Today’s gadgets: They started with the funny pages

By: 
Kat Vuletich
and her mews Mack

I’m going to date myself here. Dick Tracy’s watch: Remember the canary yellow-coated and -hatted detective talking to his wrist? The timepiece contained a two-way radio connecting Dick Tracy to the police department.

The concept fascinated fans of the comic strip. It was decades ahead of its time.  Its influence no doubt led to the now iconic smart watch displayed on millions of wrists worldwide in the 21st century.

Star Trek inspired the development of several of today’s everyday items. The trigger-nozzle spray bottles used for numerous cleaning products these days were originally designed as props in Dr. Bones McCoy’s sick bay. I have no doubt Uhuru’s communications earpiece gave birth to the idea of earbuds. Then there’s Star Trek’s original communicators. Cue up the flip phone as cellular phones’ first popular design. The computer that spoke and interacted with the crew … Alexa. OK, and Siri for you Apple people. But Alexa has captured the voice-operated smart home functionality, independent of being commanded from one’s phone.

I’ve heard rumors that Star Trek’s transporter, a mechanization that beams scrambled molecules and reassembles them back into their previous organization on a nearby planet or another ship, is being developed. At least theories for such a device are being explored. Likely, it’s a skunkworks project, uber top-secret.

I’d be more interested in a replicator. You know, Captain Picard’s “Earl Grey. Hot.” Ta-da! A cup of steaming tea appears in a little compartment tucked into a wall. Awesome! Imagine … Out of thin air (there doesn’t seem to be any inputs, no ingredients compiled and composed beforehand) any item, usually foodstuffs, materializes with just a simple command, though, if memory serves, these are all inanimate objects.

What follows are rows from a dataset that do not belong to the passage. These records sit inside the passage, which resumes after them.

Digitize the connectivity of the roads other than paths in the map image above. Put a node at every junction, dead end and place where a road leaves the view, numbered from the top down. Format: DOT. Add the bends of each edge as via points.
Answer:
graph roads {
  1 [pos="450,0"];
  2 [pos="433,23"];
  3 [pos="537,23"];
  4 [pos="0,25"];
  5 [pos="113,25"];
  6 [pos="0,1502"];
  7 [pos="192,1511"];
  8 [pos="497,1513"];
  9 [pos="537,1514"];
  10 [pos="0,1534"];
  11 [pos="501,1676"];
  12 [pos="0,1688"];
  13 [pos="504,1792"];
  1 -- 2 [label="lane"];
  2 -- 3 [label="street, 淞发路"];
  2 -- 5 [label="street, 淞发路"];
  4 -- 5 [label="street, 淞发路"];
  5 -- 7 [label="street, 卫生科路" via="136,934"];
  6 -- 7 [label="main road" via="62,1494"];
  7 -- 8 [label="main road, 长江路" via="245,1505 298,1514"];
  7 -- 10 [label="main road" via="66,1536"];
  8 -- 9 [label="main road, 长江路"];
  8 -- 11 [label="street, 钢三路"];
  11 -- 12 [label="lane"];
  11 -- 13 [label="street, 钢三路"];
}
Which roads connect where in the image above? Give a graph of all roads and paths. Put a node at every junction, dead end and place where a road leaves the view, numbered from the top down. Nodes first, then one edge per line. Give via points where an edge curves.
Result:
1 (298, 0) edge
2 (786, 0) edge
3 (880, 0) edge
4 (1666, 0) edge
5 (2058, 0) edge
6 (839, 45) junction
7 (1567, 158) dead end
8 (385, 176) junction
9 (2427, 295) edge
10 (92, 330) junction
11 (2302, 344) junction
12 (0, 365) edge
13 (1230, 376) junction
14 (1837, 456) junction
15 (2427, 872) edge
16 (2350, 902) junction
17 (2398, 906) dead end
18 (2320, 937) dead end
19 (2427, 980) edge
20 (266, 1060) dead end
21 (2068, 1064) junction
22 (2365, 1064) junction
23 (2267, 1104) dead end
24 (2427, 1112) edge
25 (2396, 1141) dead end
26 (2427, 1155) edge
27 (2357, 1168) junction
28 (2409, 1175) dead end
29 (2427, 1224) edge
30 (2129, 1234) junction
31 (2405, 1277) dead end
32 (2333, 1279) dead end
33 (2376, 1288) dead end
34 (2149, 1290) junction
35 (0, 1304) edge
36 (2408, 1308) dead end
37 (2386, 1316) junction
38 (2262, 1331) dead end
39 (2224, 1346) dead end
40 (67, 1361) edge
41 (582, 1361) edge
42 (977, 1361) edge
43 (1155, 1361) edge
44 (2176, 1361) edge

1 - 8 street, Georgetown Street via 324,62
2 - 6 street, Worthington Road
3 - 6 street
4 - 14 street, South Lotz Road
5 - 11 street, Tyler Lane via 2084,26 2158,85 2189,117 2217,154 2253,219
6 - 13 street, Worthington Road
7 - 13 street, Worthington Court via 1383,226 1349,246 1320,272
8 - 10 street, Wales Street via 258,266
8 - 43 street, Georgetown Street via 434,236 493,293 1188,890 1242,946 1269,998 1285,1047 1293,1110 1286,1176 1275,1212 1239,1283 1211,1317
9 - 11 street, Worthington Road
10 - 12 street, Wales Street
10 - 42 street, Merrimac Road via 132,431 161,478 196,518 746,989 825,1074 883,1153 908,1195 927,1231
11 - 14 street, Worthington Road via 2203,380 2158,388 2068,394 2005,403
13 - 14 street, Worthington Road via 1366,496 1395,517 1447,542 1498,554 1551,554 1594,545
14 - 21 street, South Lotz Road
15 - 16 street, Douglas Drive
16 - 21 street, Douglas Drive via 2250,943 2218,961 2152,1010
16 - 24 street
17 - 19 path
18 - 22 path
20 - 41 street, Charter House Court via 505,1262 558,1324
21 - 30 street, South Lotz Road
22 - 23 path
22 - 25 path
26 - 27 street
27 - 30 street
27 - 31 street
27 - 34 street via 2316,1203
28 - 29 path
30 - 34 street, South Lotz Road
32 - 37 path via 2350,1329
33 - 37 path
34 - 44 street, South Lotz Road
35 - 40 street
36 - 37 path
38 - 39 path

So, you can’t get a bunch of kittens or a faithful collie dog. Nor a plant or a butterfly. But chocolate! Dove Promise chocolates. Oh boy! Hope there’s a function to boost your willpower. Maybe there’s a willpower infusion setting in the shower or whatever system serves to clean your body.

There has to be something to inhibit weight gain from overindulgence. Look at all the thin and fit Starfleet crewmembers roaming the ship. Not an ounce of flab visible in those skin-tight, curve-hugging body suits they wear. Maybe the replicators extract the calories. Yeah, that seems feasible. Your body composition is likely constantly scanned by the ship. So, when you order anything consumable, it’s assembled with components you need to maintain your fitness in the exact proportions you require: protein, carbs, vitamins, amino acids, minerals, medications, caffeine, thermogenic botanicals, hormone stimulators/inhibitors, flavonoids, pre/pro-biotics, on and on. Smart. Really smart.

That’s what NASA should be working on, replicators that instantly dispense tasty individually designed, physiologically advantageous, healthy meals on demand. Though this was in the news in January: “NASA’s Curiosity Mars rover spotted something delightful — a rock that seems to form the delta-shaped Starfleet logo from “Star Trek.” Hmm. Maybe they’re further along with that transporter idea than just a conceptual theory. Those brainy skunkworks scientists are sneaky.